Personal information
- Full name: Daniel Vladmir Ekedo Chigozirim
- Date of birth: 19 September 1989 (age 35)
- Place of birth: Lagos, Nigeria
- Height: 1.89 m (6 ft 2 in)
- Position(s): Midfielder

Senior career*
- Years: Team / Apps / (Gls)
- 2008: Akonangui / 30 / (5)
- 2009–2010: Deportivo Mongomo / 32 / (6)
- 2010–2012: San Roque de Lepe / 37 / (0)
- 2012–2013: → Ceuta (loan) / 10 / (0)
- 2013: Houston Dynamo Reserves / 1 / (0)
- 2013–2014: Moghreb Tétouan / 11 / (0)
- 2014–2015: Al-Ittihad Salalah
- 2015: Deportivo Mongomo
- 2016: San Roque de Lepe / 9 / (0)
- 2016: Ceuta / 6 / (0)
- 2016–2017: San Roque de Lepe / 24 / (0)
- 2017–2018: Los Barrios / 32 / (0)
- 2018–2019: San Roque de Lepe / 38 / (1)
- 2019–2020: L'Hospitalet / 11 / (0)
- 2020–2021: Los Barrios / 30 / (0)
- 2021–2022: Puente Genil / 18 / (0)
- 2022: Atlético Porcuna / 8 / (0)
- 2023: Rapitenca / 5 / (0)

International career^{‡}
- 2009–2012: Equatorial Guinea / 16 / (1)

= Daniel Ekedo =

Nigerian footballer (born 1989)

Daniel Vladmir Ekedo Chigozirim (born 19 September 1989) is a footballer who plays as a midfielder. Born and raised in Nigeria to Nigerian parents, he has played in the Equatoguinean league and subsequently capped for the Equatorial Guinea national team.

==Career==

===Club career===
Ekedo played in Equatorial Guinea for Akonangui and Deportivo Mongomo where he was voted player of the season by the national media. He moved to Spain, where he was signed by former Barcelona coach, Sergio Lobera for Segunda División B club San Roque. He played over 40 matches to lead San Roque to their most successful season. In summer 2012, he was transferred to Spanish club AD Ceuta where Sergio Lobera was now the head coach.

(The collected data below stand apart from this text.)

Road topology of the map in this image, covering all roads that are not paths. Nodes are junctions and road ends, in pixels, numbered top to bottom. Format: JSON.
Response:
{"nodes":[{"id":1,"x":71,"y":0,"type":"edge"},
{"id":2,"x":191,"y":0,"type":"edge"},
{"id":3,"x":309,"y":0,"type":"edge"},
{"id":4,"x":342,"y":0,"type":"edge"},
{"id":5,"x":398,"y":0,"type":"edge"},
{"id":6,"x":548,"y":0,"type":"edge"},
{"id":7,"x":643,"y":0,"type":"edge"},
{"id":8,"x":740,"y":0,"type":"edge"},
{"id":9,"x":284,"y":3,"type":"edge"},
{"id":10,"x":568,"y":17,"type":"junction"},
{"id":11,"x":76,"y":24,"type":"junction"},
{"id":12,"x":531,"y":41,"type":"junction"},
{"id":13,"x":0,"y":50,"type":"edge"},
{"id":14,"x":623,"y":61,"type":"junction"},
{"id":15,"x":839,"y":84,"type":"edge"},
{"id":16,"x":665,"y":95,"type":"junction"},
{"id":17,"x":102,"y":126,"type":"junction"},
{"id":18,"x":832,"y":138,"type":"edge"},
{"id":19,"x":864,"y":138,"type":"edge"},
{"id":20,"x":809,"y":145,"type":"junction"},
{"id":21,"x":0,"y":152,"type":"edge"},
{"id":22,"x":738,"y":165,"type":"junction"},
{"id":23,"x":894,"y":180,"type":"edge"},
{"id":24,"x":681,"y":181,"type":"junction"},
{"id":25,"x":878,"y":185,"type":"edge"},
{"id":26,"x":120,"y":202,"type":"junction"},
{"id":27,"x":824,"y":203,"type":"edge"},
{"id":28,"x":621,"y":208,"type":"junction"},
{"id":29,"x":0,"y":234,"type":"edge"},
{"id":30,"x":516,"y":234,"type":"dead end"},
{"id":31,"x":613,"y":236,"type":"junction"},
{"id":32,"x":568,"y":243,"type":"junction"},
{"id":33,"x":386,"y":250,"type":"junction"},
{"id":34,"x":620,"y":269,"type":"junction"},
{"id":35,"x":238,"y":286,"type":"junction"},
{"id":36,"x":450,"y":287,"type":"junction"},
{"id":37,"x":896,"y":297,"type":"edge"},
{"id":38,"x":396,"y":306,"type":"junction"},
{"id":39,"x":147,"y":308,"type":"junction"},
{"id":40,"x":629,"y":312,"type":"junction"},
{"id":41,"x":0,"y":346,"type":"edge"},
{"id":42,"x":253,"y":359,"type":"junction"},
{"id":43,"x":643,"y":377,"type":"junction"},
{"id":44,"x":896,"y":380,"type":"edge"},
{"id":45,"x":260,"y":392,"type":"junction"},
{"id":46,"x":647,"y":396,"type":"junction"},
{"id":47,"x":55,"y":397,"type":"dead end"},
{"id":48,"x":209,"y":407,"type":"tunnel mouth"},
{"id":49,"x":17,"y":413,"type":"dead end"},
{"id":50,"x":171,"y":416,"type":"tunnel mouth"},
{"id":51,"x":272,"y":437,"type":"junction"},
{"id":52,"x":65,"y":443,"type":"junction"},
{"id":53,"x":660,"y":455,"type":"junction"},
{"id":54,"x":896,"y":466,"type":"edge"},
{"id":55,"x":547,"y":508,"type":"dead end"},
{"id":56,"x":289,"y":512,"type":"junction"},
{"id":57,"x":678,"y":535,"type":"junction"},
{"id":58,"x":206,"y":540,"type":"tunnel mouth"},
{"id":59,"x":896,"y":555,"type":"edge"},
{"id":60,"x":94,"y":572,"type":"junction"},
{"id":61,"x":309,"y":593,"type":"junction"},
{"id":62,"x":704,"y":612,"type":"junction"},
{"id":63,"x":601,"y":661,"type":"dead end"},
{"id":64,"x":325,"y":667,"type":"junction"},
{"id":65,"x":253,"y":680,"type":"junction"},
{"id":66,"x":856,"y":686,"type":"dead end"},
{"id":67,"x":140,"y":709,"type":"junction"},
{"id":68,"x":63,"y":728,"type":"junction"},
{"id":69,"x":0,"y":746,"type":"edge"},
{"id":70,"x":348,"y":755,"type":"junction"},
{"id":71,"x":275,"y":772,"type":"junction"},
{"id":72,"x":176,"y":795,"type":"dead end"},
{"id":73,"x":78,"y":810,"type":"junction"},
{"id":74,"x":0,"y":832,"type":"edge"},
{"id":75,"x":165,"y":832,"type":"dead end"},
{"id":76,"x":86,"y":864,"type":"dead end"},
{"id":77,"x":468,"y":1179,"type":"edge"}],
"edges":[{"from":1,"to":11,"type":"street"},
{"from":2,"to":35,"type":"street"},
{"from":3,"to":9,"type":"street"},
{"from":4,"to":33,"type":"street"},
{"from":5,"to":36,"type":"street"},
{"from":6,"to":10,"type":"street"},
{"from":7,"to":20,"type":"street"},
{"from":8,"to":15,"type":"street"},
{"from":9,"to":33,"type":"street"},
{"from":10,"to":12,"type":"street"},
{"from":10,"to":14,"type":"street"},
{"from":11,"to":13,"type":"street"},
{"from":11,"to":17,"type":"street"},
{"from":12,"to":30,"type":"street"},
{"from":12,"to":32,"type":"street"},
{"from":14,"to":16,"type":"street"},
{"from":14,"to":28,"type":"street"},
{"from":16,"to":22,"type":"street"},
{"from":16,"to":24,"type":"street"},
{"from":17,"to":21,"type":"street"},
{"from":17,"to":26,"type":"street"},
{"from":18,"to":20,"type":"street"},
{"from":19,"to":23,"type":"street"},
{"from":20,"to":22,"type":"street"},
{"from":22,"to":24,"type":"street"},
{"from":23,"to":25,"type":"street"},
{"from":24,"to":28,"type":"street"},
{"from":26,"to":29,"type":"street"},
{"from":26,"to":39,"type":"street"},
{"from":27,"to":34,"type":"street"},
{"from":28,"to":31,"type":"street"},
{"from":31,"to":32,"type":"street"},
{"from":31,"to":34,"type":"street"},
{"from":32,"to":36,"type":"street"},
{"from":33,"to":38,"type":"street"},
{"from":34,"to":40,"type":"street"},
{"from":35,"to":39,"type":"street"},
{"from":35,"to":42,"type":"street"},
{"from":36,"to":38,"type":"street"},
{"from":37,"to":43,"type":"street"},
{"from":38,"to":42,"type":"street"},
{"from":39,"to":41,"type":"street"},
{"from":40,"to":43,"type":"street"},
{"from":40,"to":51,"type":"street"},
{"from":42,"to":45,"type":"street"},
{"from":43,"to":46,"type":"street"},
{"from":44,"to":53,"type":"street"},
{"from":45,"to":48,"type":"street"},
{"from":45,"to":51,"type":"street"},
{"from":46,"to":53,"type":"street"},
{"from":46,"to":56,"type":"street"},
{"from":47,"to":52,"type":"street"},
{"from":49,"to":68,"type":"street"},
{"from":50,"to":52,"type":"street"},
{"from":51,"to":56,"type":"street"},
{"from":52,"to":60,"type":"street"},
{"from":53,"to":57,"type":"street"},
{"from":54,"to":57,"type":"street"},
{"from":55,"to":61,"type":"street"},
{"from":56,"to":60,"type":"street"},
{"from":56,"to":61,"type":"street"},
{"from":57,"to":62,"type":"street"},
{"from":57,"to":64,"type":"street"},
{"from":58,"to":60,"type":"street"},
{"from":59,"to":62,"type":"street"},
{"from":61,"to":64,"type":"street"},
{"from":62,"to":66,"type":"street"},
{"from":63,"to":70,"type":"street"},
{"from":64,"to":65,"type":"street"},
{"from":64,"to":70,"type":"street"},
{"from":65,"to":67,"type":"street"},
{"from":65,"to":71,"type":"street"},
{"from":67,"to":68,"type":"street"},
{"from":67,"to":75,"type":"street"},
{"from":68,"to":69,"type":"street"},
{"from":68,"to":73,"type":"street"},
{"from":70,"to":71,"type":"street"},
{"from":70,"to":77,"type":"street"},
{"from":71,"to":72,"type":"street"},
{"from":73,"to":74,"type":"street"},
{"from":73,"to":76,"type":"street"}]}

The following season, Ekedo was signed by the champions of Morocco, Moghreb Atlético Tetuán. Playing in a central midfield position, Ekedo was named five times in the Botola League, team of the week. However, fiscal problems at Moghreb led to Ekedo leaving the club. He was soon after signed up on a lucrative contract by Al Itihaad in the top flight in Oman.

===International career===
Like many foreign players who have played or are currently playing in the league of Equatorial Guinea, Ekedo was naturalized in that country and called for the Equatoguinean squad (then coached by Vicente Engonga) that played against Sierra Leone on 8 September 2008, however he did not appear in the match. Ekedo eventually played in a friendly match against Mali on 25 March 2009.

On 8 February 2011, Ekedo scored his first goal with the senior team against Chad.